Why has a federal civil-rights murder investigation arisen out of the tumult in a St. Louis exurb? There is only one plausible reason: Eric Holder is guilty of racial profiling.
To be clear, we are not talking here about whether there was justification for the shooting of a young black man, 18-year-old Michael Brown, by a young white police officer, 28-year-old Darren Wilson. Was the shooting a legitimate exercise in self-defense by an officer under attack? Was it an overreaction for which Officer Wilson should suffer serious civil and criminal consequences? Such questions can only be answered by a thorough and fair investigation, the kind of due process owed to both the victim and the subject of the investigation — the kind that, as National Review’s editors point out, will be tough to mete out with political thumbs pressing on the scales.
Whatever the outcome, though, murder — including homicide caused by a policeman’s application of excessive force — is generally not a federal crime. It is a concern of state law. Only a few categories of murder are within the jurisdiction of federal investigators. In the main, they are far afield from Ferguson: the assassination of a U.S. government official, for instance, or a killing incidental to offenses that have interstate or international repercussions — racketeering, drug-trafficking, and terrorism.
Federal civil-rights laws may be invoked, but only in exceedingly rare circumstances: murders carried out because of the victim’s race, ethnicity or religion (see Section 249 of the federal penal code); or murders carried out by police (or other persons acting “under color of law”) with the specific intent to deprive a person of some federal right or privilege — usually, but not necessarily, motivated by some animus toward race or analogous personal characteristics (see Section 242).To constitute a civil-rights crime, it is not nearly enough for a violent act to have the “racial overtones” assorted agitators and commentators choosing to frame the case in racial terms contend it does. To justify a federal investigation, the Justice Department must have a rational basis to believe it could prove these invidious and evil purposes beyond a reasonable doubt. That requires compelling evidence, not a farfetched social-justice narrative.
Remember the similarly tragic Trayvon Martin shooting, when Mr. Holder colludedwith the notorious Al Sharpton in raising the specter of a federal civil-rights prosecution, pressuring state officials in Florida to file a specious murder indictment. After a jury swiftly acquitted George Zimmerman, Holder was forced to retreat. As he had to have known all along, the evidence of intent to deprive Mr. Martin of his civil rights was non-existent — even weaker than the state’s flimsy murder case.
Well, here he goes again.
Based on what is known about the unblemished six-year record of Officer Darren Wilson and the facts surrounding his shooting of 18-year-old Michael Brown, there is no reason to suspect racism, much less that any thought was given to Mr. Brown’s federal rights during the sudden, violent exchange. There is no way this is a civil-rights case . . . unless you are a backward-thinking dolt who spots racism based on nothing more than the fact that the police officer is white and the victim is black.

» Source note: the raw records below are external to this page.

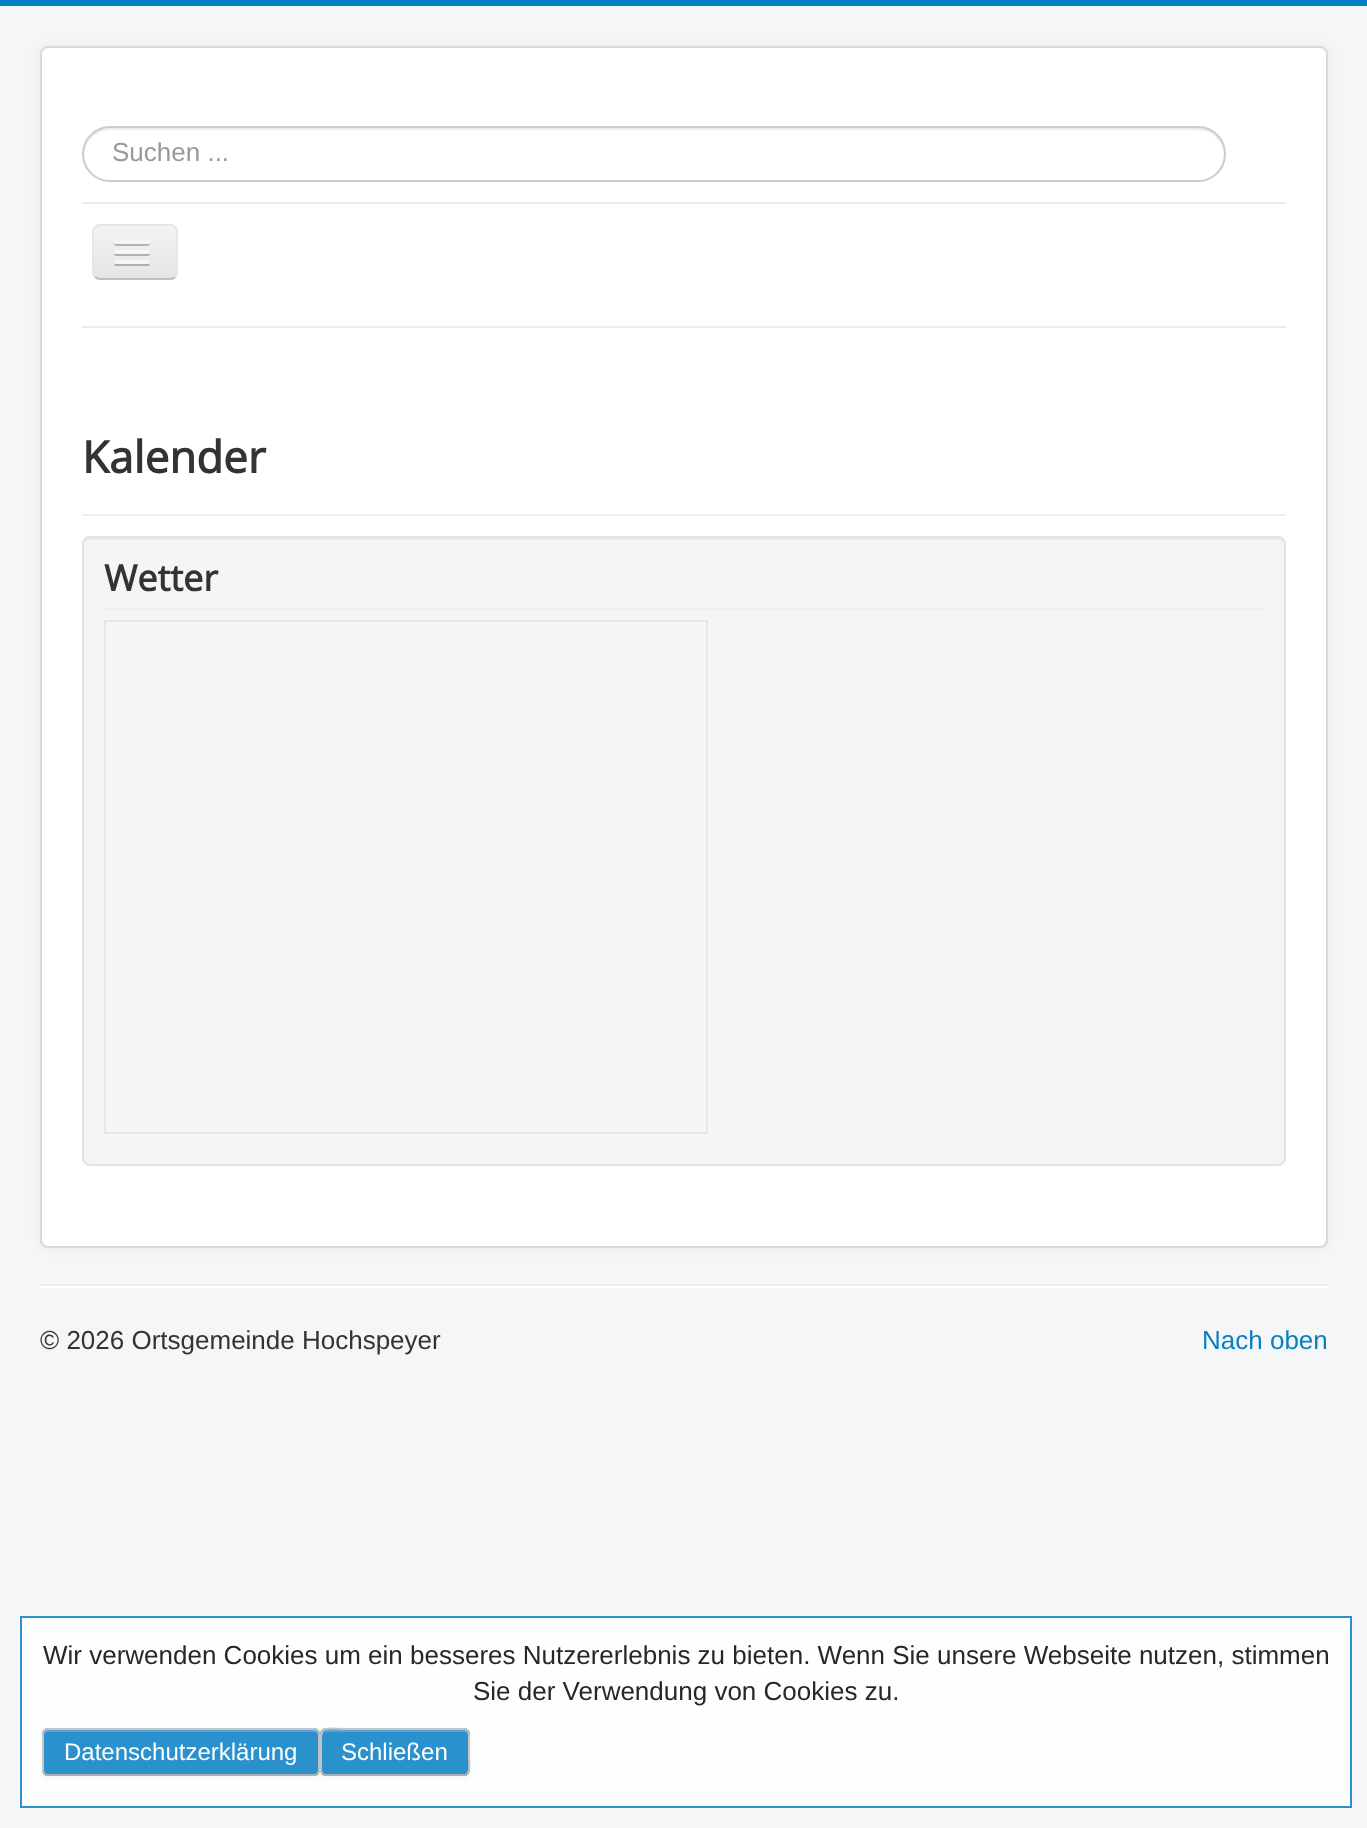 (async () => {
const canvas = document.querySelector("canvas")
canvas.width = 1367
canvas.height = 1828
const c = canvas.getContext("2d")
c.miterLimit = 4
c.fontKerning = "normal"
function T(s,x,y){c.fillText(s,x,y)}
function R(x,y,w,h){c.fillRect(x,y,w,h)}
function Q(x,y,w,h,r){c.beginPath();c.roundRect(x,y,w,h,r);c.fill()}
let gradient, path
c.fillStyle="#f4f6f7"
R(0,0,1367,1828)
c.fillStyle="#087fc4"
R(0,0,1367,6)
c.fillStyle="#0000000d"
c.filter="blur(6px)"
c.beginPath()
c.roundRect(40,46,1288,1202,8)
c.fill()
c.filter="none"
c.fillStyle="#fff"
Q(40,46,1288,1202,8)
c.beginPath()
c.roundRect(41,47,1286,1200,7)
c.strokeStyle="#00000026"
c.lineWidth=2
c.stroke()
c.fillStyle="#ececec"
path = new Path2D("M110 130h1088c14 0 25 11 26 25c1-15-11-27-26-27h-1088c-15 0-27 12-26 27c1-14 12-25 26-25z")
c.fill(path)
c.beginPath()
c.roundRect(83,127,1142,54,27)
c.strokeStyle="#ccc"
c.stroke()
c.font="26px Liberation Sans"
c.fillStyle="#999"
T("Suchen ...",112,161)
c.fillStyle="#ececec"
R(82,202,1204,2)
R(82,326,1204,2)
c.save()
c.beginPath()
c.roundRect(92,224,86,56,8)
c.clip()
gradient = c.createLinearGradient(135,226,135,278)
gradient.addColorStop(0,"#f2f2f2")
gradient.addColorStop(1,"#e6e6e6")
c.fillStyle = gradient
R(92,226,86,52)
c.restore()
c.fillStyle="#f3f3f3"
path = new Path2D("M100 228h70c3 0 6 3 6 6c0-11-9-8-18-8h-46c-9 0-18-3-18 8c0-3 3-6 6-6z")
c.fill(path)
path = new Path2D("M175 277c-1.5 1.5-3 2-5 2h-70c-2 0-3.5-.5-5-2")
c.strokeStyle="#bfbfbf"
c.stroke(path)
path = new Path2D("M95 277c-1.5-1.5-2-3-2-5v-40c0-2 .5-3.5 2-5c1.5-1.5 3-2 5-2h70c2 0 3.5 .5 5 2c1.5 1.5 2 3 2 5v40c0 2-.5 3.5-2 5")
c.strokeStyle="#e6e6e6"
c.stroke(path)
c.fillStyle="#b3b3b3"
path = new Path2D("M114.5 243c-2.5 4 6.5 3 7 3h21c.5 0 9.5 1 7-3c0 .5-1 1-1.5 1h-32c-.5 0-1.5-.5-1.5-1z")
c.fill(path)
c.fillStyle="#f5f5f5"
Q(114,240,36,4,2)
c.fillStyle="#b0b0b0"
path = new Path2D("M114.5 253c-2.5 4 6.5 3 7 3h21c.5 0 9.5 1 7-3c0 .5-1 1-1.5 1h-32c-.5 0-1.5-.5-1.5-1z")
c.fill(path)
c.fillStyle="#f5f5f5"
Q(114,250,36,4,2)
c.fillStyle="#afafaf"
path = new Path2D("M114.5 263c-2.5 4 6.5 3 7 3h21c.5 0 9.5 1 7-3c0 .5-1 1-1.5 1h-32c-.5 0-1.5-.5-1.5-1z")
c.fill(path)
c.fillStyle="#f5f5f5"
Q(114,260,36,4,2)
c.fillStyle="#eee"
R(82,514,1204,2)
c.font="bold 44px Open Sans"
c.fillStyle="#333"
T("Kalender",82,473)
c.fillStyle="#f5f5f5"
Q(82,536,1204,630,8)
c.fillStyle="#e9e9e9"
path = new Path2D("M90 540h1188c3 0 6 3 6 6v-2c0-3-3-6-6-6h-1188c-3 0-6 3-6 6v2c0-3 3-6 6-6z")
c.fill(path)
c.beginPath()
c.roundRect(83,537,1202,628,7)
c.strokeStyle="#e3e3e3"
c.stroke()
c.fillStyle="#eee"
R(104,608,1160,2)
c.font="bold 36px Open Sans"
c.fillStyle="#333"
T("Wetter",104,591)
c.strokeStyle="#e5e8e8"
c.strokeRect(105,621,602,512)
c.fillStyle="#eee"
R(40,1284,1288,2)
c.fillStyle="#fff"
R(40,1286,1288,2)
c.font="26px Liberation Sans"
c.fillStyle="#333"
T("© 2026 Ortsgemeinde Hochspeyer",40,1349)
c.fillStyle="#087fc4"
T("Nach oben",1202,1349)
c.fillStyle="#fdfefe"
c.beginPath()
c.rect(21,1617,1330,190)
c.fill()
c.strokeStyle="#2b91cc"
c.stroke()
c.fillStyle="#272728"
T("Wir verwenden Cookies um ein besseres Nutzererlebnis zu bieten. Wenn Sie unsere Webseite nutzen, stimmen",43,1664)
T("Sie der Verwendung von Cookies zu.",473,1700)
c.fillStyle="#2525250d"
c.filter="blur(2px)"
c.beginPath()
c.roundRect(42,1730,278,48,6)
c.fill()
c.filter="none"
c.fillStyle="#2b91cc"
Q(42,1728,278,48,6)
c.fillStyle="#55a7d6"
path = new Path2D("M48 1732h266c2 0 4 2 4 4c0-3 0-6-4-6h-266c-4 0-4 3-4 6c0-2 2-4 4-4z")
c.fill(path)
path = new Path2D("M317.5 1773.5c-1 1-2 1.5-3.5 1.5h-266c-1.5 0-2.5-.5-3.5-1.5")
c.strokeStyle="#aeafaf"
c.stroke(path)
path = new Path2D("M44.5 1773.5c-1-1-1.5-2-1.5-3.5v-36c0-1.5 .5-2.5 1.5-3.5c1-1 2-1.5 3.5-1.5h266c1.5 0 2.5 .5 3.5 1.5c1 1 1.5 2 1.5 3.5v36c0 1.5-.5 2.5-1.5 3.5")
c.strokeStyle="#c4c4c4"
c.stroke(path)
c.font="24px Liberation Sans"
c.fillStyle="#fdfefe"
T("Datenschutzerklärung",64,1760)
c.fillStyle="#2525250d"
c.filter="blur(2px)"
c.beginPath()
c.roundRect(320,1730,150,48,6)
c.fill()
c.filter="none"
c.fillStyle="#2b91cc"
Q(320,1728,150,48,6)
c.fillStyle="#55a7d6"
path = new Path2D("M326 1732h138c2 0 4 2 4 4v-2c0-2-2-4-4-4h-138c-2 0-4 2-4 4v2c0-2 2-4 4-4z")
c.fill(path)
path = new Path2D("M467.5 1773.5c-1 1-2 1.5-3.5 1.5h-138c-1.5 0-2.5-.5-3.5-1.5")
c.strokeStyle="#aeafaf"
c.stroke(path)
path = new Path2D("M322.5 1773.5c-2.5-2.5-1.5-7-1.5-9.5v-12c0-28.5-3.5-23 28-23h115c6 0 5 7 5 11v18c0 3.5 1.5 12.5-1.5 15.5")
c.strokeStyle="#c4c4c4"
c.stroke(path)
c.fillStyle="#fdfefe"
T("Schließen",341,1760)
})()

It is a violation of federal law to subject a person to criminal investigation solely on the basis of his race. To prevent such government abuse, to root out institutional racism, is the objective of the civil-rights laws, which hold that a person may not be deprived of his rights and privileges — including due process and equal protection under the law — based on his race.
If the Justice Department would not open a civil-rights investigation based on a black police officer’s shooting of a civilian, whatever the victim’s race, then a white officer is just as entitled to that presumption of innocence. It is no more legitimate for the Justice Department to target a white cop for being white than for a white cop to target a black man for being black. Both would be examples of what the civil-rights laws call “deprivation of rights under color of law.”

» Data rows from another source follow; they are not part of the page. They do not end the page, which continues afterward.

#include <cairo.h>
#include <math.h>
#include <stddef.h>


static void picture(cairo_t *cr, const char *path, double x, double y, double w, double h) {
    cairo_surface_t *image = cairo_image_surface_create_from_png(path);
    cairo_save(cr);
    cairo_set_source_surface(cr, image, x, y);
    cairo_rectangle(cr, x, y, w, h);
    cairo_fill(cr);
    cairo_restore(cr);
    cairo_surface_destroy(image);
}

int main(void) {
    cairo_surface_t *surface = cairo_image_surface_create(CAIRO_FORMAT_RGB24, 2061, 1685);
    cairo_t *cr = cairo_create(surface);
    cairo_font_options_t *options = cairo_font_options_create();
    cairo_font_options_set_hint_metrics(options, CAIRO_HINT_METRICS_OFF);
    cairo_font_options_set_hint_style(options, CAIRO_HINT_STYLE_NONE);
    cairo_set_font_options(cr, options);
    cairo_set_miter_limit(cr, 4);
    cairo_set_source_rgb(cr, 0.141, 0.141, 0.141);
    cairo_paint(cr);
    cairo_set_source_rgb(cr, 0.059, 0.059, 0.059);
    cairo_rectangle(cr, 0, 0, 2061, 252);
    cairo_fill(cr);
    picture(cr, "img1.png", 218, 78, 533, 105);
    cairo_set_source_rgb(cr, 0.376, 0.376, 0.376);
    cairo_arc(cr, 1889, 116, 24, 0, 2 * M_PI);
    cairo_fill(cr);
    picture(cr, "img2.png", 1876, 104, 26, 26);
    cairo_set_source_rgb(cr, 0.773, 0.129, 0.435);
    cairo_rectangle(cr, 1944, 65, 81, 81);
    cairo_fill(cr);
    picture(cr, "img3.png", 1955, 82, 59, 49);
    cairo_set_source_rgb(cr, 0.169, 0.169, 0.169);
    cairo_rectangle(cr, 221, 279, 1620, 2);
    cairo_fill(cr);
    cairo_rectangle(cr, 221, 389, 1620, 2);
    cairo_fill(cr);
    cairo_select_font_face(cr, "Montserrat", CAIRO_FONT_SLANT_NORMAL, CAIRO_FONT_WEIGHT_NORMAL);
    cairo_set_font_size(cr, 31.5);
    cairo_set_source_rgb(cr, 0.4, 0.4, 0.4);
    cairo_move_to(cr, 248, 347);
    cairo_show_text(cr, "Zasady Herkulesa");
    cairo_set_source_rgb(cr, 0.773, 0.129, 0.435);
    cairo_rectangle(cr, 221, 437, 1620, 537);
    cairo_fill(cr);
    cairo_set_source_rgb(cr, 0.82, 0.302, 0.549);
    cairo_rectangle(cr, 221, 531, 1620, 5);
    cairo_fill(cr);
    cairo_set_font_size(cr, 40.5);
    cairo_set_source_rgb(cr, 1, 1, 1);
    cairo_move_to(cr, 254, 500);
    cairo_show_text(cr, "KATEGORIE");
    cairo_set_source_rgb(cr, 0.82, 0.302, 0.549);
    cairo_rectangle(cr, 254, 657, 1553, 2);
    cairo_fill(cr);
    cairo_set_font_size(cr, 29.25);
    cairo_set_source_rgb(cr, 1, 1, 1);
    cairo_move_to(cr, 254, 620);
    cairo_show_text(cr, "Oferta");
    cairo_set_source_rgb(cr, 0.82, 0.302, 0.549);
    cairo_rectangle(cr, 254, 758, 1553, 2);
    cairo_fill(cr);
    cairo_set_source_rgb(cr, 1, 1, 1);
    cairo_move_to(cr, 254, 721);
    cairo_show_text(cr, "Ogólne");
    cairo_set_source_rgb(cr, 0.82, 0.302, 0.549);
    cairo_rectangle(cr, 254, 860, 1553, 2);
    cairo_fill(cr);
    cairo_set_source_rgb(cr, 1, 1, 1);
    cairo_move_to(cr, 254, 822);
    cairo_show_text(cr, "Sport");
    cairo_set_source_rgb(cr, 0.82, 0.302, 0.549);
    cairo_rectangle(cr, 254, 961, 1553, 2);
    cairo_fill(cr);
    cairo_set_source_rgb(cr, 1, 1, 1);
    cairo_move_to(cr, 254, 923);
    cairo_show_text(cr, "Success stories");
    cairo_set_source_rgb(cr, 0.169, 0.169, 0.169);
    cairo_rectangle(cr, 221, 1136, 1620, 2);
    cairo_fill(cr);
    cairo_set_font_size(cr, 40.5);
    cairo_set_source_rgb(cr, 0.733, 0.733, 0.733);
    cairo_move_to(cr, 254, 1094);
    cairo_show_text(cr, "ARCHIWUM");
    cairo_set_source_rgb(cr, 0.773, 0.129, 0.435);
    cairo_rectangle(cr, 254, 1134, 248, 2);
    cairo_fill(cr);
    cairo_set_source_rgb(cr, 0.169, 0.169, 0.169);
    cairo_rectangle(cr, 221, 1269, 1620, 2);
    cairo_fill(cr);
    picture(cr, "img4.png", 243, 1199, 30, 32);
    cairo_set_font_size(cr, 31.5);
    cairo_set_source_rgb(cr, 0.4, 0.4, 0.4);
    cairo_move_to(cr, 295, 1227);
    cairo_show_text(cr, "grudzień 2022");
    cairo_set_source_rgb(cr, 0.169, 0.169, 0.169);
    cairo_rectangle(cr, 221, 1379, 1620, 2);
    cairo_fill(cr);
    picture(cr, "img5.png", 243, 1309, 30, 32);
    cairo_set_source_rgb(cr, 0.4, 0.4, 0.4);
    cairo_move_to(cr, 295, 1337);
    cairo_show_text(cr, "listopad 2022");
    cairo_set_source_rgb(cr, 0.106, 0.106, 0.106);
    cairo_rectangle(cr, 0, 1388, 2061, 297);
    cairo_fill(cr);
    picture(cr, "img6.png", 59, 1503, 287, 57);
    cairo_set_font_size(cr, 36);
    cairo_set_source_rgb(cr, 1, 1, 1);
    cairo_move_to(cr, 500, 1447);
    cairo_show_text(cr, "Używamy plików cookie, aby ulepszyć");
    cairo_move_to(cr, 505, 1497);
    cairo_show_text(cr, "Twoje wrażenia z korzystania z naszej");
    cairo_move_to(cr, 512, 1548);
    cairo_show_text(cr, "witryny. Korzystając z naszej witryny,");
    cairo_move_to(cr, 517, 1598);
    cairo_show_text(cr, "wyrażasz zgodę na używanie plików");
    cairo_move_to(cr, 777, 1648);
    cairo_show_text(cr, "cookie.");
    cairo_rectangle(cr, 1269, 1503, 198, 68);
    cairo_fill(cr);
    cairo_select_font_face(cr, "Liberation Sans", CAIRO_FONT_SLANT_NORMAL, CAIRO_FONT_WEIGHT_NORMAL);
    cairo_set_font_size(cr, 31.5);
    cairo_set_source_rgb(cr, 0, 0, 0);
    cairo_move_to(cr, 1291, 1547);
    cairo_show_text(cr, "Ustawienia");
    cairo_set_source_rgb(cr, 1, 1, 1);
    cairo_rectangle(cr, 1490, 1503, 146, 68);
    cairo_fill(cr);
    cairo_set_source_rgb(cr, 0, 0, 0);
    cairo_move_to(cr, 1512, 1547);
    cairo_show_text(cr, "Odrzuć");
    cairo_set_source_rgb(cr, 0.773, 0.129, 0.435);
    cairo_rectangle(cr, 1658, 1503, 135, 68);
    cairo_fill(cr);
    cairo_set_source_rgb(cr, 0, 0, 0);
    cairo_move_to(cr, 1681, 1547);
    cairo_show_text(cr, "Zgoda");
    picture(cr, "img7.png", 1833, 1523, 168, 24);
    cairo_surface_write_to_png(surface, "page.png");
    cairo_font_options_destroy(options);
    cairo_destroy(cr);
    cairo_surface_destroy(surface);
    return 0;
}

The U.S. Attorney’s Manual, which guides Justice Department prosecutors, is clear on this point (USAM, Sec. 9-27.260):
In determining whether to commence or recommend prosecution or take other action against a person, the attorney for the government should not be influenced by. . . . the person’s race, religion, sex, national origin, or political association, activities or beliefs.
The manual elaborates that prosecutors must, of course, take note of personal characteristics when they are pertinent to the offense. Investigations of immigration violations, for example, necessarily involve a person’s national origin. And the fact that a victim and offender are of different races can be considered in building the case for a civil-rights investigation. But this simply means the government need not drop a case that is based on solid evidence of racial animus just because racial difference is part of its proof. It does not mean the mere racial difference can ever substitute for solid evidence of racial animus.